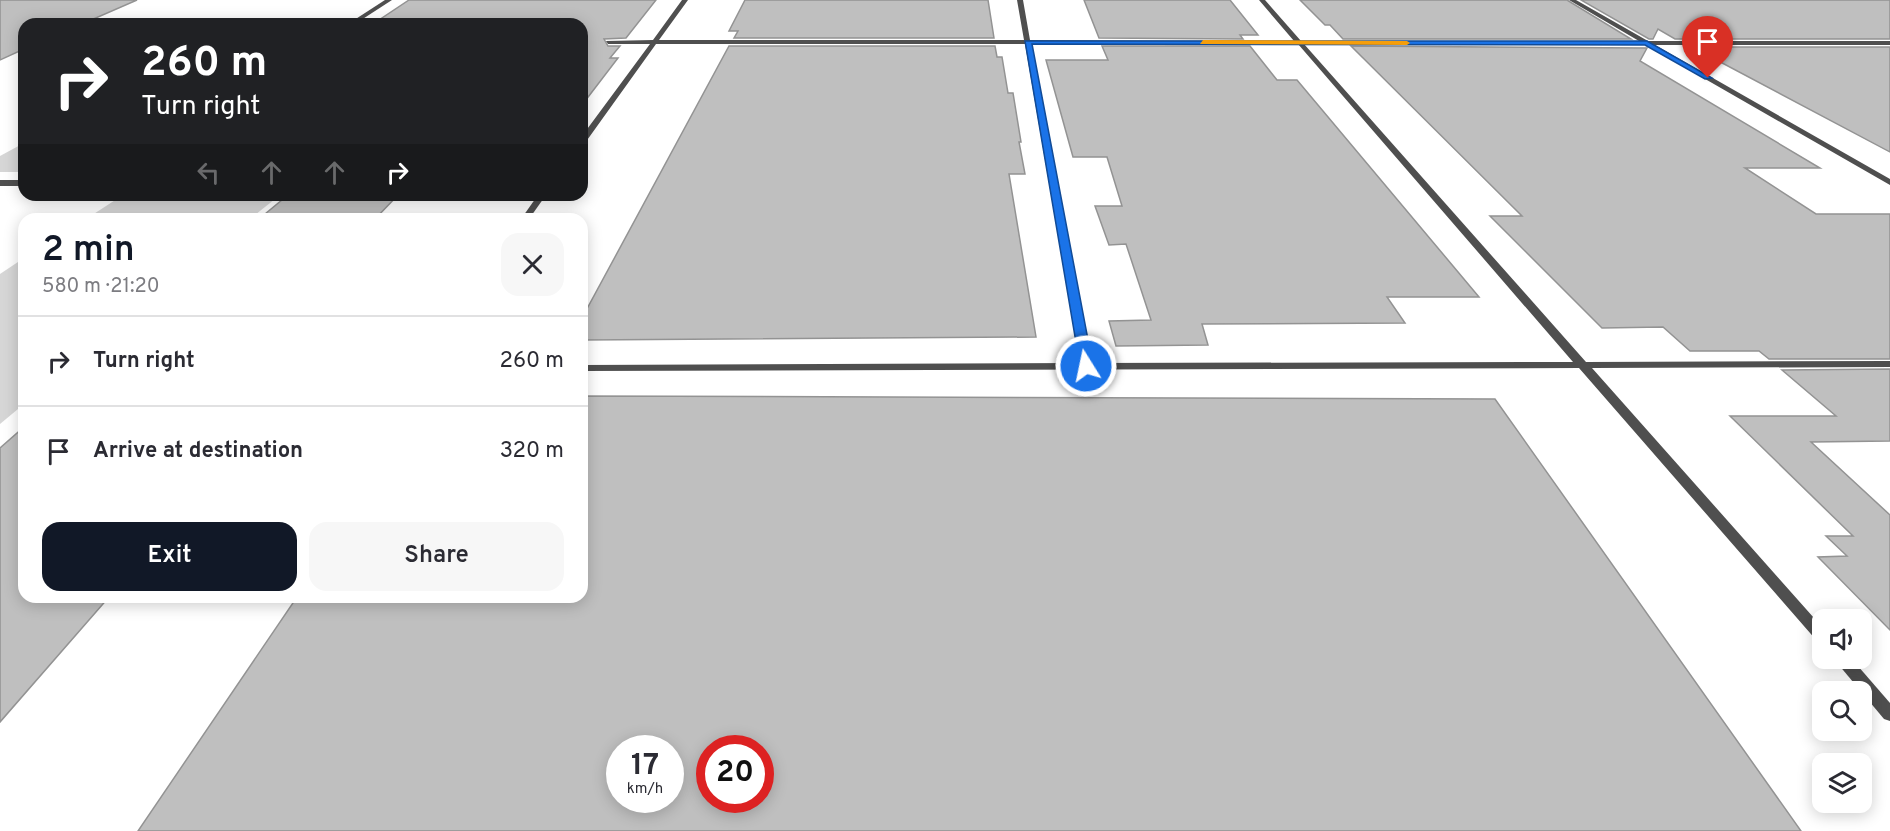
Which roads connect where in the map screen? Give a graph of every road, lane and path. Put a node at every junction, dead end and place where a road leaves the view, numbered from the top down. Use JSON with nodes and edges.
{"nodes":[{"id":1,"x":389,"y":0,"type":"edge"},
{"id":2,"x":686,"y":0,"type":"edge"},
{"id":3,"x":1020,"y":0,"type":"edge"},
{"id":4,"x":1262,"y":0,"type":"edge"},
{"id":5,"x":1572,"y":0,"type":"edge"},
{"id":6,"x":360,"y":18,"type":"edge"},
{"id":7,"x":608,"y":42,"type":"dead end"},
{"id":8,"x":655,"y":42,"type":"junction"},
{"id":9,"x":1028,"y":42,"type":"junction"},
{"id":10,"x":1299,"y":43,"type":"junction"},
{"id":11,"x":1647,"y":43,"type":"junction"},
{"id":12,"x":1890,"y":43,"type":"edge"},
{"id":13,"x":588,"y":133,"type":"edge"},
{"id":14,"x":1890,"y":182,"type":"edge"},
{"id":15,"x":0,"y":183,"type":"edge"},
{"id":16,"x":18,"y":183,"type":"edge"},
{"id":17,"x":1890,"y":364,"type":"edge"},
{"id":18,"x":1583,"y":365,"type":"junction"},
{"id":19,"x":1086,"y":366,"type":"junction"},
{"id":20,"x":588,"y":368,"type":"edge"},
{"id":21,"x":1812,"y":626,"type":"edge"},
{"id":22,"x":1851,"y":669,"type":"edge"},
{"id":23,"x":1890,"y":714,"type":"edge"}],
"edges":[{"from":1,"to":6,"type":"lane"},
{"from":2,"to":8,"type":"lane"},
{"from":3,"to":9,"type":"lane"},
{"from":4,"to":10,"type":"lane"},
{"from":5,"to":11,"type":"lane"},
{"from":7,"to":8,"type":"lane"},
{"from":8,"to":9,"type":"lane"},
{"from":8,"to":13,"type":"lane"},
{"from":9,"to":10,"type":"lane"},
{"from":9,"to":19,"type":"lane"},
{"from":10,"to":11,"type":"lane"},
{"from":10,"to":18,"type":"lane"},
{"from":11,"to":12,"type":"lane"},
{"from":11,"to":14,"type":"lane"},
{"from":15,"to":16,"type":"lane"},
{"from":17,"to":18,"type":"lane"},
{"from":18,"to":19,"type":"lane"},
{"from":18,"to":21,"type":"lane"},
{"from":19,"to":20,"type":"lane"},
{"from":22,"to":23,"type":"lane"}]}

▶ WHAT YOU NEED TO DO:
Write only the number of lines in the data where the string "dead" can be found.

▶ RESPONSE:
2